Record extracts →
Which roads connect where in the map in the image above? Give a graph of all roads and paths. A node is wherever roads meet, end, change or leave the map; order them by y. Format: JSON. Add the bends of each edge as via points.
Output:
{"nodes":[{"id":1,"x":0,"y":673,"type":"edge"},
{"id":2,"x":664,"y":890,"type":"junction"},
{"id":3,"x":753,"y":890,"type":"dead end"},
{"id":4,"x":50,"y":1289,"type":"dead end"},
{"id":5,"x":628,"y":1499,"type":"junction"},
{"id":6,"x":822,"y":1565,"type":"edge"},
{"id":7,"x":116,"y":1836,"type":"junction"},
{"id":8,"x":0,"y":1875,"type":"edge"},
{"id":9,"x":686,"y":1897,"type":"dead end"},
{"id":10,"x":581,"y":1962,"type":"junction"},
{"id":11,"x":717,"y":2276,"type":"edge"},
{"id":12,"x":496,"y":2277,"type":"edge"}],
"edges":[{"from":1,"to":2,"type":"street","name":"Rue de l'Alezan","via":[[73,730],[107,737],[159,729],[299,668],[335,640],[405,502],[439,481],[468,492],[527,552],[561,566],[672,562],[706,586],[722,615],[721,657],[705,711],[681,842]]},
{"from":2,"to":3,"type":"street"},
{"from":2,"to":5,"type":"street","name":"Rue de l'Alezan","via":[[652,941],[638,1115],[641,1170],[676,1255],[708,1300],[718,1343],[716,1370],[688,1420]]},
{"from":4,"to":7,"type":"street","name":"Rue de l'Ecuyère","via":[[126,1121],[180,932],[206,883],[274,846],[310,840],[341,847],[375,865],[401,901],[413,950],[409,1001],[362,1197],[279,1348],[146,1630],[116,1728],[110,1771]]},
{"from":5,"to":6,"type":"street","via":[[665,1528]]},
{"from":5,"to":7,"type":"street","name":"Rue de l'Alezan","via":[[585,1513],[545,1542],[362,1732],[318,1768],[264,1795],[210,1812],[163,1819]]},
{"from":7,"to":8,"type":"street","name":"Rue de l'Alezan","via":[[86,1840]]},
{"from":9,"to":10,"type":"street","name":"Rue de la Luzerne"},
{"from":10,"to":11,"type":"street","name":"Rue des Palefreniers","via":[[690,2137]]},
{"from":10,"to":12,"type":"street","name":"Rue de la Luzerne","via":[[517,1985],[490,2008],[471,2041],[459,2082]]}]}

...

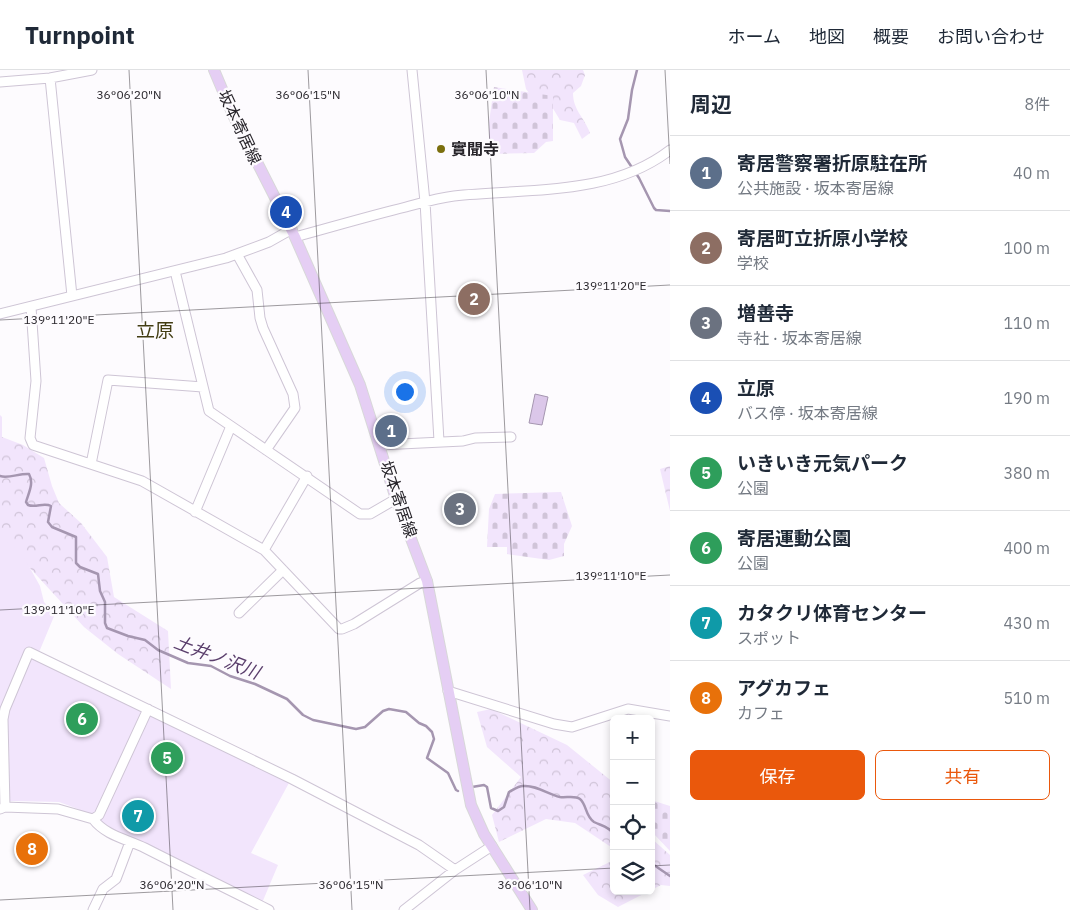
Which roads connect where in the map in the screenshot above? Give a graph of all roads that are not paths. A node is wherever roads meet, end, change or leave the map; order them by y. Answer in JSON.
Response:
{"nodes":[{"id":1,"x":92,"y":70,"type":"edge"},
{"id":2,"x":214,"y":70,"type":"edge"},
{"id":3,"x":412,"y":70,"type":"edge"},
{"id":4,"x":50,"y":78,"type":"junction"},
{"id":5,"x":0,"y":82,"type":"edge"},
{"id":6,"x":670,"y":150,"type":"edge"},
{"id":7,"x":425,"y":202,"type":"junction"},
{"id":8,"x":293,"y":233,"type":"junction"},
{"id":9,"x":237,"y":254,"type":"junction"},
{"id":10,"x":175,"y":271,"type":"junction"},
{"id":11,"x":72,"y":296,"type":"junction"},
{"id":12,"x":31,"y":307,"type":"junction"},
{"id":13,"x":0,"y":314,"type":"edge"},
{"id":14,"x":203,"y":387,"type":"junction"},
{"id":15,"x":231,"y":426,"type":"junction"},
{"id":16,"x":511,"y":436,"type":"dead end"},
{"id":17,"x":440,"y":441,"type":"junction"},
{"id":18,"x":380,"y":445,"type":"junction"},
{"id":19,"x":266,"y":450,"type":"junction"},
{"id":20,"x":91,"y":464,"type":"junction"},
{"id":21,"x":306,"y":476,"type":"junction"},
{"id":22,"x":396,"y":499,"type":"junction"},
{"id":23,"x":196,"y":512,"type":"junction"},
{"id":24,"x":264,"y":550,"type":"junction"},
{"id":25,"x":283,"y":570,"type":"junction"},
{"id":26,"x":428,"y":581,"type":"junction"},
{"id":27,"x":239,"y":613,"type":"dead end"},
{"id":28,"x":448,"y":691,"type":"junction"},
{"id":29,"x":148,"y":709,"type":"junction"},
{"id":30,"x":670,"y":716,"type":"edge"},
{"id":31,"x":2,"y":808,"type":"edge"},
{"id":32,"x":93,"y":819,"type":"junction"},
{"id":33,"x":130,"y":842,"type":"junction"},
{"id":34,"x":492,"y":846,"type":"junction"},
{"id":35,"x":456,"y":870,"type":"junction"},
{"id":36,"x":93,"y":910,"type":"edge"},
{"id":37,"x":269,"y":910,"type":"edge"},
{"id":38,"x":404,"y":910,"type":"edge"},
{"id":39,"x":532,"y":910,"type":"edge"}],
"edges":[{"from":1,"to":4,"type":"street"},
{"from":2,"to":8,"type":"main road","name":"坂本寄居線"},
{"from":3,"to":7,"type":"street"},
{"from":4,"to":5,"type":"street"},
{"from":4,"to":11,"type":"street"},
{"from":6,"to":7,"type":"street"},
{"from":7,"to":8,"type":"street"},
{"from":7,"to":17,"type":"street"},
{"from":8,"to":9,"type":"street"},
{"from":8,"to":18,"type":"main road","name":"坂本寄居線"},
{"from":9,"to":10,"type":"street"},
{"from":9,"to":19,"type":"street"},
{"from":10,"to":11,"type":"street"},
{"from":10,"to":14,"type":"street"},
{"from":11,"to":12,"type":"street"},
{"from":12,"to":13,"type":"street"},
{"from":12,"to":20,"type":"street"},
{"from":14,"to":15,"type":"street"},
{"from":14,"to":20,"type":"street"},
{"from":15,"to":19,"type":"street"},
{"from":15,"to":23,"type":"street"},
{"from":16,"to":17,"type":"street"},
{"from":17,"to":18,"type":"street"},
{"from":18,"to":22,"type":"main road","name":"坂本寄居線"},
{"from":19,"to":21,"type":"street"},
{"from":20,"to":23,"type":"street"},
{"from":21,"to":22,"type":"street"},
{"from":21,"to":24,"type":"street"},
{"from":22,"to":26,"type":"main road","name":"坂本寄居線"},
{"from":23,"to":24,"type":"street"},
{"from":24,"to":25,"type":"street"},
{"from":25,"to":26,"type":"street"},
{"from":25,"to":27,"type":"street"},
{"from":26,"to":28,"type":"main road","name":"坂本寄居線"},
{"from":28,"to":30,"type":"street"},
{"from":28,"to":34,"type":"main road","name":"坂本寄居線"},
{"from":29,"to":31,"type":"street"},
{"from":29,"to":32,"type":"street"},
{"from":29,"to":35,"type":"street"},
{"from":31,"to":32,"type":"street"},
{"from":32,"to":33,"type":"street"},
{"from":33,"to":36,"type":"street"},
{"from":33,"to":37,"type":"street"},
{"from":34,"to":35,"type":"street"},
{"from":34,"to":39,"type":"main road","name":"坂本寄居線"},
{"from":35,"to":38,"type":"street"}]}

Problem to work on → Find the word "edges" in the entries and show each line where it is found.

Response below →
"edges":[{"from":1,"to":2,"type":"street","name":"Rue de l'Alezan","via":[[73,730],[107,737],[159,729],[299,668],[335,640],[405,502],[439,481],[468,492],[527,552],[561,566],[672,562],[706,586],[722,615],[721,657],[705,711],[681,842]]},
"edges":[{"from":1,"to":4,"type":"street"},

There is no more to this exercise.